Burns believed in the value of the humanities and how they can enrich human life and exposed students to important ideas about the variety of religious expressions throughout the world in different cultures, different traditions. “He had the Irish gift for storytelling and a lot of times he would tell stories that illustrated the themes in his lectures, always interspersed with jokes,” Nava said.

 

“He was the most influential teacher at the University of Arizona of the late 20th century and well into the early 2000s,” Nava said. “The Religious Studies program itself wouldn't be here if not for him. Bob made it possible for us to carry on his legacy and for that I'm profoundly grateful.”

 

For students who attended the St. Thomas More Catholic Newman Center on campus, Burns was well-known as a Catholic priest. Many would keep in touch after graduating, and he married hundreds of former students over the years, Nava said.

 

“He was able to enter into people lives at a deeper and more personal than just in the classroom. So many people attested to the impact he had on their lives,” Nava said. “His students were from a wide diversity of backgrounds and people were drawn to him. But some students were startled to learn he was a Catholic priest even after taking one of his classes.”

 

In an anecdote Burns himself liked to tell, a prime example of his unbiased teaching style, a student who’d just turned in his final assignment suddenly asked Burns if he had a religious preference.

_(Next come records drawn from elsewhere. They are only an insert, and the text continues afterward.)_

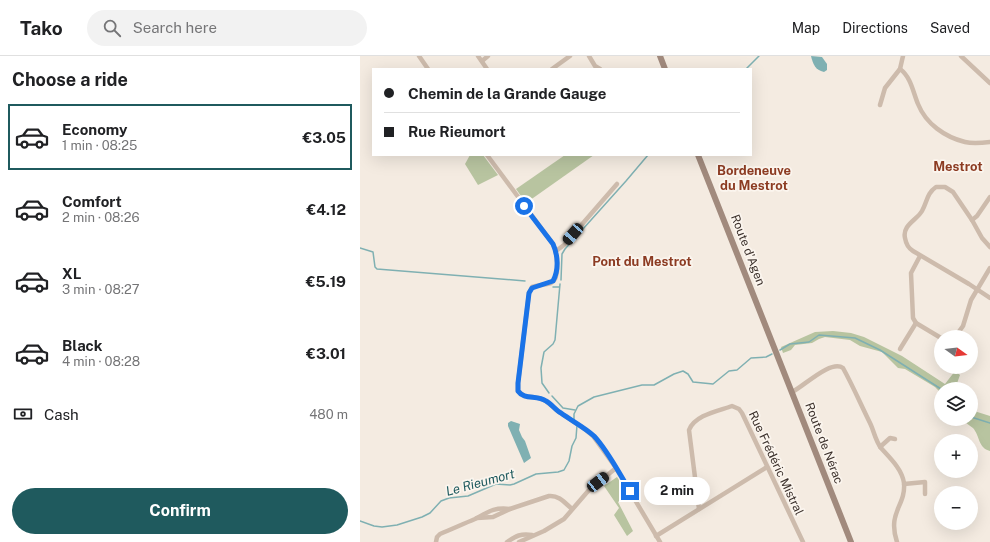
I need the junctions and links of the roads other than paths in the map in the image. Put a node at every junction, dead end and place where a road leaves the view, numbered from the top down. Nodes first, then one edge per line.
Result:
1 (419, 56) edge
2 (478, 56) edge
3 (488, 56) edge
4 (570, 56) edge
5 (589, 56) edge
6 (660, 56) edge
7 (904, 56) edge
8 (961, 56) edge
9 (482, 61) junction
10 (427, 68) edge
11 (486, 68) edge
12 (553, 68) edge
13 (598, 68) edge
14 (665, 68) edge
15 (900, 69) junction
16 (990, 83) edge
17 (880, 105) dead end
18 (990, 142) edge
19 (488, 156) edge
20 (698, 156) edge
21 (617, 184) dead end
22 (990, 196) edge
23 (972, 220) junction
24 (990, 247) edge
25 (556, 251) junction
26 (920, 256) junction
27 (990, 268) edge
28 (977, 290) junction
29 (990, 298) edge
30 (916, 323) junction
31 (960, 330) edge
32 (934, 334) edge
33 (900, 349) dead end
34 (777, 353) joint
35 (792, 392) junction
36 (895, 439) dead end
37 (880, 447) junction
38 (767, 467) junction
39 (616, 468) junction
40 (904, 484) junction
41 (925, 494) dead end
42 (572, 509) junction
43 (699, 509) junction
44 (532, 535) junction
45 (656, 536) junction
46 (436, 542) edge
47 (507, 542) edge
48 (519, 542) edge
49 (660, 542) edge
50 (803, 542) edge
51 (851, 542) edge
52 (897, 542) edge

1 - 10 street
2 - 9 street
3 - 9 street
4 - 12 street
5 - 13 street
6 - 14 main road
7 - 15 street
8 - 16 street
9 - 11 street
15 - 17 street
15 - 18 street
19 - 25 street
20 - 34 main road, Route d'Agen
21 - 25 street
22 - 23 street
23 - 24 street
23 - 26 street
25 - 39 street
26 - 28 street
26 - 30 street
27 - 28 street
28 - 29 street
28 - 31 street
30 - 32 street
30 - 33 street
34 - 35 main road, Route de Nérac
35 - 37 street
35 - 51 main road, Route de Nérac
36 - 37 street
37 - 40 street
38 - 43 street
38 - 43 street, Rue Frédéric Mistral
38 - 50 street, Rue Frédéric Mistral
39 - 42 street
39 - 45 street
40 - 41 street
40 - 52 street
42 - 44 street
42 - 46 street
43 - 45 street
44 - 47 street
44 - 48 street
45 - 49 street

Burns calmly replied, “Yeah, a big one. I’m a Catholic priest!” The student’s jaw dropped and he blurted out “No S**t!” in the middle of the lecture hall.

 

Born in Oak Park, Ill., on Sept. 9, 1934, Burns received his Ph.D. in theology from the University of Iowa in 1971 and that year took a job on the University of Arizona faculty. He founded the Religious Studies program shortly and served as chair until 2011. His publications included four books on Roman Catholicism, Catholic spirituality and comparative religion.

 

Dr. Ross Schwartzberg, who was a student of Burns in the early 1980s, recalls an honors seminar when Burns spoke about facing a big decision at the end of his senior year of college. The opportunities couldn’t have been more different, between offers at two different law schools and a minor league contract with the Chicago White Sox. But Burns knew what he was meant to do and made a choice that surprised everyone, deciding to become a Dominican priest.

 

“When he reflected about how he made his decision to become a priest, after considering the option to go into baseball, it made me realize I had good reasons to go into medical school and become a doctor,” Schwartzberg said. “His calling was similar to my calling of becoming a doctor. That was profoundly impactful for me in deciding to go the route I did.”

 

Numerous collegiate athletes were among the thousands of students Burns taught, in part because of the practicality of being a morning course, but also because Burns and his classes developed such a positive reputation, said Marisol Quiroz, Director of C.A.T.S. Academics and Assistant Athletic Director.

 

“I learned how student-centered he was, how understanding he was. Anytime we had students in his courses we knew they’d be OK. They’d learn so much and would be talking about what they learned and how they could relate their experiences to what they were learning,” she said. “Once I was able to get students through the door to his office, they would come back feeling so much more confident about themselves as students. He did not let them give up. He made sure they knew they could be successful.”